В «Неве» Дмитрия Терентьевича Хренкова, того самого, который, будучи главным редактором Лениздата, в свое время снял мою фамилию с «Крылова в Петербурге», сменил Борис Никольский. Борис был человеком порядочным и добра желающим. И имевшим вполне ясное представление о том, что такое добро. Именно он опубликовал в своем журнале роман Дудинцева «Белые одежды», который не прошел ни в одном московском журнале. Помню эту историю, она далась Борису нелегко. Он начал «пробивать» роман еще в 1986‑м. И роман вышел в первых четырех номерах 1987 года. Занимался романом Саня Лурье, тогда редактор отдела прозы. А быть может, уже завотделом.

Только сейчас, справившись в Интернете, я вспомнил, что мой «роман в документах и рассуждениях» «Право на поединок» публиковался параллельно с «Белыми одеждами» — в феврале и марте 1987 года.

В это время я получил подряд два письма от Юры.

27 марта 1987 года: «Дорогой Яша, я давно получил „Неву“ (февральский номер. — Я. Г.) и прочел сразу, а вот пишу-то видишь когда.
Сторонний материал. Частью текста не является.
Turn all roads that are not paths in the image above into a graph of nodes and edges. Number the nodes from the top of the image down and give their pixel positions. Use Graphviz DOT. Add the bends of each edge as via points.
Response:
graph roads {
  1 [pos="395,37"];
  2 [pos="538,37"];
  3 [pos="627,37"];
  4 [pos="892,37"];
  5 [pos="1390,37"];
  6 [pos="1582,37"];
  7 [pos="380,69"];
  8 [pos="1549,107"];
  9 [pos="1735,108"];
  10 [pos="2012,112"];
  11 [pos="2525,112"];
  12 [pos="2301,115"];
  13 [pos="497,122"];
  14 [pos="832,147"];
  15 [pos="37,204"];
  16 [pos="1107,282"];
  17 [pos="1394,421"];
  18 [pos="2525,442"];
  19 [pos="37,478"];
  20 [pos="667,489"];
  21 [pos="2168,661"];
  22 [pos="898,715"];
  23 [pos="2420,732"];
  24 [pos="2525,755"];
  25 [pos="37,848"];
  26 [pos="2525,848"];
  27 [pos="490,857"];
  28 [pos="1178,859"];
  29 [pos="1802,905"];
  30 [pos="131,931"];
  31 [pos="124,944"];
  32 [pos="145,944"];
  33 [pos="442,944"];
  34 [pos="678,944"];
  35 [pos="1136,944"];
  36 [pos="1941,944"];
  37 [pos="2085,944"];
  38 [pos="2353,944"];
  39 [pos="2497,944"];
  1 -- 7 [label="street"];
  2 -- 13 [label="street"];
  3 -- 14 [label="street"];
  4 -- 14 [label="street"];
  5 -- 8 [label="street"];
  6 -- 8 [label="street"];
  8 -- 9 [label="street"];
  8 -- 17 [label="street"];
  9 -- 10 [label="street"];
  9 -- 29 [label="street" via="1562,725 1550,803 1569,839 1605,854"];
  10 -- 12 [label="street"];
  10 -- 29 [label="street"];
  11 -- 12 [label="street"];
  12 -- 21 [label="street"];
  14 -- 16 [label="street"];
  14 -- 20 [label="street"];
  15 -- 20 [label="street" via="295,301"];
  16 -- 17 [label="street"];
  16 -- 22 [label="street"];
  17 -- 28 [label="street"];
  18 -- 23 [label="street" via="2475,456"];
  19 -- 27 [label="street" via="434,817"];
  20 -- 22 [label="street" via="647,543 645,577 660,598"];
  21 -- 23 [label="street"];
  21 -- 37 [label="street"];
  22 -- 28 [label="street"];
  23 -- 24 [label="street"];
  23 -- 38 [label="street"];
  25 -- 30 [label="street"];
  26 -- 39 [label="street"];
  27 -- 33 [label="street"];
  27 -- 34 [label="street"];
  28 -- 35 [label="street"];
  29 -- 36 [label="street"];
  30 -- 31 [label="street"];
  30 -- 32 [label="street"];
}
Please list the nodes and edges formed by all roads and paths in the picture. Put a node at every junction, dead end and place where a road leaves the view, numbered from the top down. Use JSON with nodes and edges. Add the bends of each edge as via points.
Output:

Ну что я могу сказать? Я, ваше величество, человек простой, лукавить не люблю, я, ваше величество, скажу просто — Вы гений, в… в…
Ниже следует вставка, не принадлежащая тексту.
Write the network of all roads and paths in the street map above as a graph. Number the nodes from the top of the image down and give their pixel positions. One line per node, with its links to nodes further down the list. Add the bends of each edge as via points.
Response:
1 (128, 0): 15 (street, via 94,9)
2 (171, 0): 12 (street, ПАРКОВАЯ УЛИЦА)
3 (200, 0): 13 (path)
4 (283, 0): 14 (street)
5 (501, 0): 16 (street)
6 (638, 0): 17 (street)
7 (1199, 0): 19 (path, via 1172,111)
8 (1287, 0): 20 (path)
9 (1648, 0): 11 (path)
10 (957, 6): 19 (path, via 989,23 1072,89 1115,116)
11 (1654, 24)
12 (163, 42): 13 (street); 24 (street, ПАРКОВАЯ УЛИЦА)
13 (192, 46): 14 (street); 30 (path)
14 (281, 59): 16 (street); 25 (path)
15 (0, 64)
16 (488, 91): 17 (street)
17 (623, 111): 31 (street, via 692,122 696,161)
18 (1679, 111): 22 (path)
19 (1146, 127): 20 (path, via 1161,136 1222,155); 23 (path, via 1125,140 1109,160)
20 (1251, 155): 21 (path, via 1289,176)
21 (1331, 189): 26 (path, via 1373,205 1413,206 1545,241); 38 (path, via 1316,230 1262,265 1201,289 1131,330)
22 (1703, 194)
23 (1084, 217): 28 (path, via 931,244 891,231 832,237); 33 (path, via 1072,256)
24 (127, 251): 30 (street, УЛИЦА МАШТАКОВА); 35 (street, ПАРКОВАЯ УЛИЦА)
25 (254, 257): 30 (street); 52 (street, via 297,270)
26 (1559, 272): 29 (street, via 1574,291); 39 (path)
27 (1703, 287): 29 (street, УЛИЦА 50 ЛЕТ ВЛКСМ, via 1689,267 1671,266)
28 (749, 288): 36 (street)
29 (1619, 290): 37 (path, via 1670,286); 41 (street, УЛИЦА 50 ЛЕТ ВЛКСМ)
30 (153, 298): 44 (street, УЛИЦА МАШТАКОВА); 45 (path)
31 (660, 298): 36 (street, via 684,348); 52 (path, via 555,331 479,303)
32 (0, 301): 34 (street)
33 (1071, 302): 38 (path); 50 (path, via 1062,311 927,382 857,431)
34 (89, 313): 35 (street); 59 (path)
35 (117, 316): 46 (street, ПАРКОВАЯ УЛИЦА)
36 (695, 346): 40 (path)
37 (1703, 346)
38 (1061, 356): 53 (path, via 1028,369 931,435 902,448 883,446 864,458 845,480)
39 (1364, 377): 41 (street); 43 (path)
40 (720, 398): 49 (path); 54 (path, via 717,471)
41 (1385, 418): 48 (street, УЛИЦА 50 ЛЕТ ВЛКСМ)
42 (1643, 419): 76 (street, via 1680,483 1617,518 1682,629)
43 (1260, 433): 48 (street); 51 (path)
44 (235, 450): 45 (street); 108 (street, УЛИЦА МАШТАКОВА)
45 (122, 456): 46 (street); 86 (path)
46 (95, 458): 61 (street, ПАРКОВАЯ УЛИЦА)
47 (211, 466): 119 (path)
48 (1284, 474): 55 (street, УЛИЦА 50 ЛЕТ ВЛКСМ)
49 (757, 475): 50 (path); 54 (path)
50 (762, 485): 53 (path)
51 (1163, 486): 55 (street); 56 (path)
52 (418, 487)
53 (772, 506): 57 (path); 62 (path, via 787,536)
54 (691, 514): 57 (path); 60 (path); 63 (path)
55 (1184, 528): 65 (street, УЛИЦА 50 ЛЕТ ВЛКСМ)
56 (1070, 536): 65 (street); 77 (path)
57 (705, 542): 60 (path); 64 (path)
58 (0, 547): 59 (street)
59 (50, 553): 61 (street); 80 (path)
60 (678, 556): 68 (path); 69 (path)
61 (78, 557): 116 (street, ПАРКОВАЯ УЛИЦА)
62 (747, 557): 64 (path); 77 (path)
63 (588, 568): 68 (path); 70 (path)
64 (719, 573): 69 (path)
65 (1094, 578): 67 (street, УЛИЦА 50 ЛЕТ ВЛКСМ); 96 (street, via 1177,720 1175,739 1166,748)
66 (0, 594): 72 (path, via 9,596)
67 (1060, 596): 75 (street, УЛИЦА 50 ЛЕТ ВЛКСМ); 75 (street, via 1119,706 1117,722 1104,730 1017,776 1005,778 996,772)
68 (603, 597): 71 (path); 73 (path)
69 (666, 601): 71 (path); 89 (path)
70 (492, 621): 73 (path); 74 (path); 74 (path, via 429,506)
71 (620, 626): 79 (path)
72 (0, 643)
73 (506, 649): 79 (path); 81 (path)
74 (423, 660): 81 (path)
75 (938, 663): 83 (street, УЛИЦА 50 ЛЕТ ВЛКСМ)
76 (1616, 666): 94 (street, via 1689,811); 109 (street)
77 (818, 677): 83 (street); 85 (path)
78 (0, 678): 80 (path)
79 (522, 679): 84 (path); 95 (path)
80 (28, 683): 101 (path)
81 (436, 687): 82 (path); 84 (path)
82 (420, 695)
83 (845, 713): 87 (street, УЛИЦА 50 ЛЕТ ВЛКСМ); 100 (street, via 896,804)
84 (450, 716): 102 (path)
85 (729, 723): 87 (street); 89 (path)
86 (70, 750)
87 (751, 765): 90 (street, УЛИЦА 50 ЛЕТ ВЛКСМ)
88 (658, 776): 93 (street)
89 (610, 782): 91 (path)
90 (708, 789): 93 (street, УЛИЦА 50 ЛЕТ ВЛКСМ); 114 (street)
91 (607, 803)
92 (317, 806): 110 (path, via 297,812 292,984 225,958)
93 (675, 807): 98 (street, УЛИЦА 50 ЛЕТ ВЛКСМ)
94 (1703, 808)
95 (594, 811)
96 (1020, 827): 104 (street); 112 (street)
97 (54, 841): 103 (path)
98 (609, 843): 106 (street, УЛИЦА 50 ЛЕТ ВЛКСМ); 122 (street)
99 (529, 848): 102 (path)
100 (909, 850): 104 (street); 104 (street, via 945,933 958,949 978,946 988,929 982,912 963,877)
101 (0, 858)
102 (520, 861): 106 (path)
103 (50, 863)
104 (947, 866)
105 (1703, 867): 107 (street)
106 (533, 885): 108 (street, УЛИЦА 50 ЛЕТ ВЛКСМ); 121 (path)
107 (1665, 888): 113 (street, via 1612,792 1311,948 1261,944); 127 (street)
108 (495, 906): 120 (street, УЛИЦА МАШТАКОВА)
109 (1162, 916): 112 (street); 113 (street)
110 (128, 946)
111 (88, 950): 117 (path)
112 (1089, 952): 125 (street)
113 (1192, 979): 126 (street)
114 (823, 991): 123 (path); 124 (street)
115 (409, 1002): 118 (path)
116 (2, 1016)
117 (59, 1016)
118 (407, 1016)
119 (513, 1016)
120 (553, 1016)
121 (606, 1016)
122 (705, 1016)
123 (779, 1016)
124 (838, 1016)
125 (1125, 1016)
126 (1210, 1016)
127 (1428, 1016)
Что меня всегда поражает, так это ясность и строгость мыслей, изложенных Я. Гординым в их бессчетных соотношениях. А какой ракурс-то взят! Вот оно, желанное новаторство. Но, ей-ей, сработано отменно… А вообще-то говоря, пора уже всем нам дать отдохнуть А. С. Пушкину от нас.

Поклон Тате. Жмy руку. Твой Ю. Давыдов».

И 8 апреля: «Друг мой Яков Аркадьевич, сейчас дочитал „Поединок“. Впечатление совершенно не литературоведческое — рапидное: сочинение твое ощущаю гибким, звенящим, пружинистым, глубокопроникающим. А главное, никто так крупно и мощно не изобразил трагедии. (Были либо общие рассуждения, либо мышья беготня, заглядывания и подглядывания, надоевшие до тошноты и гадливости.) И тайна есть, тайна! Не то чтобы сознаю и не то чтобы предполагаю — чую слитность прозы, предмета исследования с некоторым свойством натуры автора.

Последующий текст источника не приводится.